As a Malvern police officer and when he was a deputy, Taber enjoyed working on patrol.
“I didn’t want to be a detective,” Taber said. “The streets are where it is at. That’s where you can make an impact.”
While working on patrol, he said, he responded to a call about a disturbance at a house in Malvern. At the house, a man doused Taber with gasoline. The man then threw the gas around the house and lit a fire in an effort to burn the house down and kill himself.
“I had no choice. I had to run back in the house and bring him out,” Taber said. “I don’t think of it as being brave; it’s just the right thing to do.”
After two years on the street with the Malvern police, Taber was placed on a multi-jurisdictional narcotics task force in the region.
“There is nothing like going to buy drugs, and a family member sees you,” Taber said about one undercover assignment. “I knew it would turn bad very quickly.”
Promoted to sergeant, Taber did serve as a detective, investigating violence against women and children.
He became chief of police in 2008. Taber said he took on administrative duties to have an impact on the department.
“I wanted to be part of the hiring process for new officers,” he said. “I knew the more I moved up, the more of an impact I would have.”
Taber was the only award winner at the banquet who was not aware that his name was going to be called.
“I had no idea,” he said. “I don’t know what Judge Williams said as I was walking to the front of the room. Only walking back did I see my mother and my son were there. It is the highest honor I have ever received.”
Among those recognized at the chamber’s event was Cpl. Heath Conrad Dickson of the Malvern Police Department, who was named Law Officer of the Year. The City Firefighter of the Year Award went to Capt. Ronnie Brandon, who first joined the department in 1985. In December, he rescued a woman from her burning home.
Fire Chief Stephen Turner of the South Malvern Rural Volunteer Fire Department was named Volunteer Firefighter of the Year. In presenting the award, Judge Williams said Turner has exceptional firefighting and emergency-management skills and is also a dive master who participates in water rescues.
The Health Care Worker and Emergency Responder of the Year Award winner is Jonathan Goodman of Baptist Health Medical Center of Hot Spring County in Malvern.
According to the nomination, Goodman is admired for his compassion and caring.
The Educator of the Year Award went to Vicky Brim, a teacher of 4-year-old children at the Malvern Head Start/ABC Classroom. She has been a lead teacher for 26 years.

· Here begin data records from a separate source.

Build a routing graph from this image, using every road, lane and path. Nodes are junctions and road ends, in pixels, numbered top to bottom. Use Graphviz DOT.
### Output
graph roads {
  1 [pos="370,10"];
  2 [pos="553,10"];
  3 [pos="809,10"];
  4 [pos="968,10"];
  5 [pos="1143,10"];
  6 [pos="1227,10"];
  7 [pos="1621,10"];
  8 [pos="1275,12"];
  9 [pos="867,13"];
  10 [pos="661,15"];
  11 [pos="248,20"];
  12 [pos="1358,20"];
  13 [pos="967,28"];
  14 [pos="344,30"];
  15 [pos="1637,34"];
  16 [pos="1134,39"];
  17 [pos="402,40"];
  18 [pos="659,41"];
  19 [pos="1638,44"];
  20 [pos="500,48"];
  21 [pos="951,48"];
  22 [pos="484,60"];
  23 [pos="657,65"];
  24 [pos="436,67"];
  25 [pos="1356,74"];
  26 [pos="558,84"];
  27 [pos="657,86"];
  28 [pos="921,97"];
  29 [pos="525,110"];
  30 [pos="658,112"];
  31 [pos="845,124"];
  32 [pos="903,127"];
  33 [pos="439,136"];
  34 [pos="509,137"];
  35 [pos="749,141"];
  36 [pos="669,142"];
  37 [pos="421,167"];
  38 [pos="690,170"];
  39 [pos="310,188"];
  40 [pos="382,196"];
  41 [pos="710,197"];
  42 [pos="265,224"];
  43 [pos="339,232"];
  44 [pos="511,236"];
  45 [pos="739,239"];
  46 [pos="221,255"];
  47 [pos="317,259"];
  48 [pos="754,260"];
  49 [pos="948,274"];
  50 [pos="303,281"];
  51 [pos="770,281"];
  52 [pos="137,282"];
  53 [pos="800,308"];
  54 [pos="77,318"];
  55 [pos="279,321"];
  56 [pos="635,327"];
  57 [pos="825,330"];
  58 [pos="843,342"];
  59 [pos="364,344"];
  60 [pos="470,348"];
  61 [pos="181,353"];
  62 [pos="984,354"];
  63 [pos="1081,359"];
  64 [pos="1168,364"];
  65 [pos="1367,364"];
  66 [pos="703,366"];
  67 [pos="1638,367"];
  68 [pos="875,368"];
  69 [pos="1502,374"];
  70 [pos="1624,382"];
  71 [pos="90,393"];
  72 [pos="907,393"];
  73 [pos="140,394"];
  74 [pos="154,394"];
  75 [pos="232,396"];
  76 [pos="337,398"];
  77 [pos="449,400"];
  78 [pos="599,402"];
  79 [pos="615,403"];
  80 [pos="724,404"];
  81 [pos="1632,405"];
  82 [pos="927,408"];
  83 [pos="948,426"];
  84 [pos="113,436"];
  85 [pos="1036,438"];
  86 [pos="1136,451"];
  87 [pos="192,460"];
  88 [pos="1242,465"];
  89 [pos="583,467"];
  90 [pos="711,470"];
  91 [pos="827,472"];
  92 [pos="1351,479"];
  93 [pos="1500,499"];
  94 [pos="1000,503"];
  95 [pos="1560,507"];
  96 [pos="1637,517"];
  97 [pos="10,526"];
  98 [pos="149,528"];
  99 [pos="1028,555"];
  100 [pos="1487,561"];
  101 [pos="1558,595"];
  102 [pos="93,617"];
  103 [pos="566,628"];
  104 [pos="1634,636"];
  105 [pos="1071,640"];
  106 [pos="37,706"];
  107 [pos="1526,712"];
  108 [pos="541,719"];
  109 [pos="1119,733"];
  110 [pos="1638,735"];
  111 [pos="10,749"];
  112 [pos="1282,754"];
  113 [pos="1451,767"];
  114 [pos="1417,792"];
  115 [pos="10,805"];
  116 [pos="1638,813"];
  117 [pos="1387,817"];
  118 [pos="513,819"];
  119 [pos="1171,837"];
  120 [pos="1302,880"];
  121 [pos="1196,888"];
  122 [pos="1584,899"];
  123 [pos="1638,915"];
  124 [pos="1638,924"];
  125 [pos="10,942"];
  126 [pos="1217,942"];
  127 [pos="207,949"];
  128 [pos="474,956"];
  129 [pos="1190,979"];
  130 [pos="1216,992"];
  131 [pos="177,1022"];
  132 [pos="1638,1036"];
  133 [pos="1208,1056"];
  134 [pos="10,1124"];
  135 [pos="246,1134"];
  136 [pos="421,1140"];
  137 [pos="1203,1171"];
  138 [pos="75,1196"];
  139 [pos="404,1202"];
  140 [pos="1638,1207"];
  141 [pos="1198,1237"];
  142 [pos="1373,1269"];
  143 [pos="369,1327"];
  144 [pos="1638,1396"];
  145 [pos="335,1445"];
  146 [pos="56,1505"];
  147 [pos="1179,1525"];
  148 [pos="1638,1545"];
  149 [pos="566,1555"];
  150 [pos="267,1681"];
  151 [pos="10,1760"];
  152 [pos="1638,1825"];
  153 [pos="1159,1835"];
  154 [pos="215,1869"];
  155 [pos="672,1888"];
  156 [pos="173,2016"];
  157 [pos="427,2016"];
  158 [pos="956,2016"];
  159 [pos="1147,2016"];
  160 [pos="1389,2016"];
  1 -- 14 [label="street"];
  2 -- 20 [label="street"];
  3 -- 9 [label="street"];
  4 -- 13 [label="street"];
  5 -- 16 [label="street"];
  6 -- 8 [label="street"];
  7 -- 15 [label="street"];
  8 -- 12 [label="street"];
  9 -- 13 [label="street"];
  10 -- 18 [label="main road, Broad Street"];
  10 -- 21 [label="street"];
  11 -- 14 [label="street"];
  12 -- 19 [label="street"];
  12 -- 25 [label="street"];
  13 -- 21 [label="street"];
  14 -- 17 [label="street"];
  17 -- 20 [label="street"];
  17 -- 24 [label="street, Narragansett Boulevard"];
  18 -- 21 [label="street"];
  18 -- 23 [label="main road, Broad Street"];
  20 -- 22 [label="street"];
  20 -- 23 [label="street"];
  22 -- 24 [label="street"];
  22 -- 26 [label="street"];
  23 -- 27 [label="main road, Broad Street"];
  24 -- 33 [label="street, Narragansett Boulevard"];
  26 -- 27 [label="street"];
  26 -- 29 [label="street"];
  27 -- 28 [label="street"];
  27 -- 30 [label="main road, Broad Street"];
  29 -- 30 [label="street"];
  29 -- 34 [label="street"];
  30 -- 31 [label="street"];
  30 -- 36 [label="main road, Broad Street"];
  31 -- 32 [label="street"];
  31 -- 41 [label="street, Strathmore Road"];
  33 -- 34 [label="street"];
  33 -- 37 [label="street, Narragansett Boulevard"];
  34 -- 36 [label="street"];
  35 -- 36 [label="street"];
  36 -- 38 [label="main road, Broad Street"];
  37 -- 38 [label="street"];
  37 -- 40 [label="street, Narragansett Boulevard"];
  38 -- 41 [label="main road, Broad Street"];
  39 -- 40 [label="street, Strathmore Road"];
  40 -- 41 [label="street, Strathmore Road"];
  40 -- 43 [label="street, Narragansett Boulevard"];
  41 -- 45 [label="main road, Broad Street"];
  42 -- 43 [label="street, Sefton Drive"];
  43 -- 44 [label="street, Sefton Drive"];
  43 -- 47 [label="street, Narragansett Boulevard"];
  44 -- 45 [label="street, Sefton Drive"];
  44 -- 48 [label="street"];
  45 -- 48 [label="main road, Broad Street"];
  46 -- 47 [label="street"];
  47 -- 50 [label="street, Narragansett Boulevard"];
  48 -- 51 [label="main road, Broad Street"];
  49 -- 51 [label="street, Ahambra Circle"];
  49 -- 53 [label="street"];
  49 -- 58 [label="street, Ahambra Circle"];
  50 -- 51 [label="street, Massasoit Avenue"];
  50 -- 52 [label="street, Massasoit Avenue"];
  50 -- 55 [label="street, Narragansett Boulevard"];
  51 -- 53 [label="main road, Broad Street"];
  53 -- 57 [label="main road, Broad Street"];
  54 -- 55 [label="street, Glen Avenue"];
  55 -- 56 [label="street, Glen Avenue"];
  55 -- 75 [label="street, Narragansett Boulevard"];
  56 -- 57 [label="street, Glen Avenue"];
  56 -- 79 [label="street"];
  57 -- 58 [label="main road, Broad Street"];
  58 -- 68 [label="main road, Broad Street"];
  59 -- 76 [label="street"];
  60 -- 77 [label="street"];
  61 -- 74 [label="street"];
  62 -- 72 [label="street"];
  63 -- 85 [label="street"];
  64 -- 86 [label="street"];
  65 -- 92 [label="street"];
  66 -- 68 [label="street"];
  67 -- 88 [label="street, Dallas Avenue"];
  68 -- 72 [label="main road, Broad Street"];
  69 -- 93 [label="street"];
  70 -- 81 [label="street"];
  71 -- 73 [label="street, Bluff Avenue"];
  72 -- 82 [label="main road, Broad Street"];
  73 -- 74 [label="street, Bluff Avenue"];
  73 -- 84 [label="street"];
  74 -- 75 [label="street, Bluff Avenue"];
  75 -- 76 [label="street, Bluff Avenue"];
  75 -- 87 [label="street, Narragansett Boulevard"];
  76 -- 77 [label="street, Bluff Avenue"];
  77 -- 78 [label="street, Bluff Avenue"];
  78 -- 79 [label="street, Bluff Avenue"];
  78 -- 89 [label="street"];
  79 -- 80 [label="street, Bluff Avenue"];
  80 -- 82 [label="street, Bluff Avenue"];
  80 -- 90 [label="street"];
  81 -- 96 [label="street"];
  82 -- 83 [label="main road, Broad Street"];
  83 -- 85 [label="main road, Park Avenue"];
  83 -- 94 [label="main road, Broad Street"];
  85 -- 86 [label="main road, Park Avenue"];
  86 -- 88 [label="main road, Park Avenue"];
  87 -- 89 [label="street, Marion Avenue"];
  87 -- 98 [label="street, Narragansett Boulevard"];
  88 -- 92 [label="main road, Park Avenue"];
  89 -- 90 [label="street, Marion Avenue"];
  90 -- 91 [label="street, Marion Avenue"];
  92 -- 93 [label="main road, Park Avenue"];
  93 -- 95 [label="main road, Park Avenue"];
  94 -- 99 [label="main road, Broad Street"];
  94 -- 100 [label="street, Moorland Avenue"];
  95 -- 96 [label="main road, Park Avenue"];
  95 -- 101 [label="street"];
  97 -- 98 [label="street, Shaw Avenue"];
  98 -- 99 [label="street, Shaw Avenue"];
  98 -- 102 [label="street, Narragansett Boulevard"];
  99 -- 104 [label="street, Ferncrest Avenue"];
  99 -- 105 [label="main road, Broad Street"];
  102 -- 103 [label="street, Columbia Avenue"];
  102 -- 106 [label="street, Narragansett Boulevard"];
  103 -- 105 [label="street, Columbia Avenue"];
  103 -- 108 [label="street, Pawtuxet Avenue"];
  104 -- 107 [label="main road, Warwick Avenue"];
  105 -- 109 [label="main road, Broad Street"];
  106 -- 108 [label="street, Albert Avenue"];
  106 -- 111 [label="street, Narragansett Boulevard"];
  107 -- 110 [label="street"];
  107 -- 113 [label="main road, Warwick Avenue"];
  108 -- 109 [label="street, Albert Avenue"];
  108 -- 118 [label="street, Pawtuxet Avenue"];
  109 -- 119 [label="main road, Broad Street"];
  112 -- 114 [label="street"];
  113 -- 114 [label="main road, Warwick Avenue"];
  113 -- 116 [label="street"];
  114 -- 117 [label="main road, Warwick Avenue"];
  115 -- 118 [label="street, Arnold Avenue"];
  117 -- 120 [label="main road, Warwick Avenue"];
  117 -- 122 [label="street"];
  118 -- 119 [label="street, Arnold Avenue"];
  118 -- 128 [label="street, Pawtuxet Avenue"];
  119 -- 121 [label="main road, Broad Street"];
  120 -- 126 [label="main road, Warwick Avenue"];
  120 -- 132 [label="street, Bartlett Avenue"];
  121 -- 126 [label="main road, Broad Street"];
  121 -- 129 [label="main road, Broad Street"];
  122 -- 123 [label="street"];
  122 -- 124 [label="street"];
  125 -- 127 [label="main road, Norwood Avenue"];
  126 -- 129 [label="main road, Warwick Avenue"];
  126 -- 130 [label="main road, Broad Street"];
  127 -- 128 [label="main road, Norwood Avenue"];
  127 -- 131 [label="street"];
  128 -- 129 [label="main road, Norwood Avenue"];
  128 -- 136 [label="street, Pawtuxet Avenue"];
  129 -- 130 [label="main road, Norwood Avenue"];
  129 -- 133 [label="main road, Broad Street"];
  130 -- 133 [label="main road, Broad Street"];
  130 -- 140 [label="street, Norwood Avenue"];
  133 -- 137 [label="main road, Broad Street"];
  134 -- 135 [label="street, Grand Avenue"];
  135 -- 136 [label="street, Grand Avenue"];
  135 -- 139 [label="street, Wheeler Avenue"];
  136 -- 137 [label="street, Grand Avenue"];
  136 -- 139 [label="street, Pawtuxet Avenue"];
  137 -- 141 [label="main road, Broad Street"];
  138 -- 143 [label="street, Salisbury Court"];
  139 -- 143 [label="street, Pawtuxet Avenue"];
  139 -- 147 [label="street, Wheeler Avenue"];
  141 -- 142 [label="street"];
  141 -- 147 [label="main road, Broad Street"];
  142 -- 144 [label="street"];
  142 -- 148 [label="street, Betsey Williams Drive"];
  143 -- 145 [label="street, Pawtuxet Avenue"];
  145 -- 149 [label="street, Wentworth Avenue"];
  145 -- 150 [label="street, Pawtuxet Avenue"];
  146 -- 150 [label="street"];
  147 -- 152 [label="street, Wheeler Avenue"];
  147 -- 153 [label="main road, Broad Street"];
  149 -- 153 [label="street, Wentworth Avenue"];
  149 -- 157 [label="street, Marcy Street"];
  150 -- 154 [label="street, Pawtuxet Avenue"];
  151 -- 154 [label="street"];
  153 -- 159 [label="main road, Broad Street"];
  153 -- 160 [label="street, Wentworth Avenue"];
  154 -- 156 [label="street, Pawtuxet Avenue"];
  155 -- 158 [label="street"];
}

J.M. Bozeman Enterprises, a locally owned national trucking company, is based in Hot Spring County and is a major supporter of local events, including Brickfest, the Malvern Rodeo, the Hot Spring County 4-H and other projects.
The Chamber Member of the Year is College of the Ouachitas. Williams said that under the leadership of Stephen schoonmaker, president of the two-year college, the school has supported active participation in many chamber events, and he has led the steering committee of the Hot Spring County Leadership Forum, sponsored by the chamber.
Darrel Teeter, founder of Teeter Motors, was given the Lifetime Achievement Award for his support of many local organizations,as well as charities around the world. According to the introduction of the award, Teeter currently sponsors 24 ball teams in baseball, softball, basketball, football and soccer.
He also helps fund many pageant contestants locally and statewide. Teeter supports a program to fight hunger and is credited with helping provide food for as many as 15,000 people a day since 1996. A minister of the Assembly of God Church, he contributes to many mission programs across Arkansas and around the world. Teeter is also one of the founders of Teen Challenge of Arkansas, working with young people with what is described as life-controlling issues.
“Malvern and Hot Spring County is a better place because of Darrel’s generous heart,” Williams said when introducing Teeter during the awards ceremony.
Before the chamber awards were given out, state Sen. Alan Clark, R-Lonsdale, presented a proclamation to Marty and Marla Nix, commemorating the 75th year of the Ritz Theater in Malvern that is owned by the couple.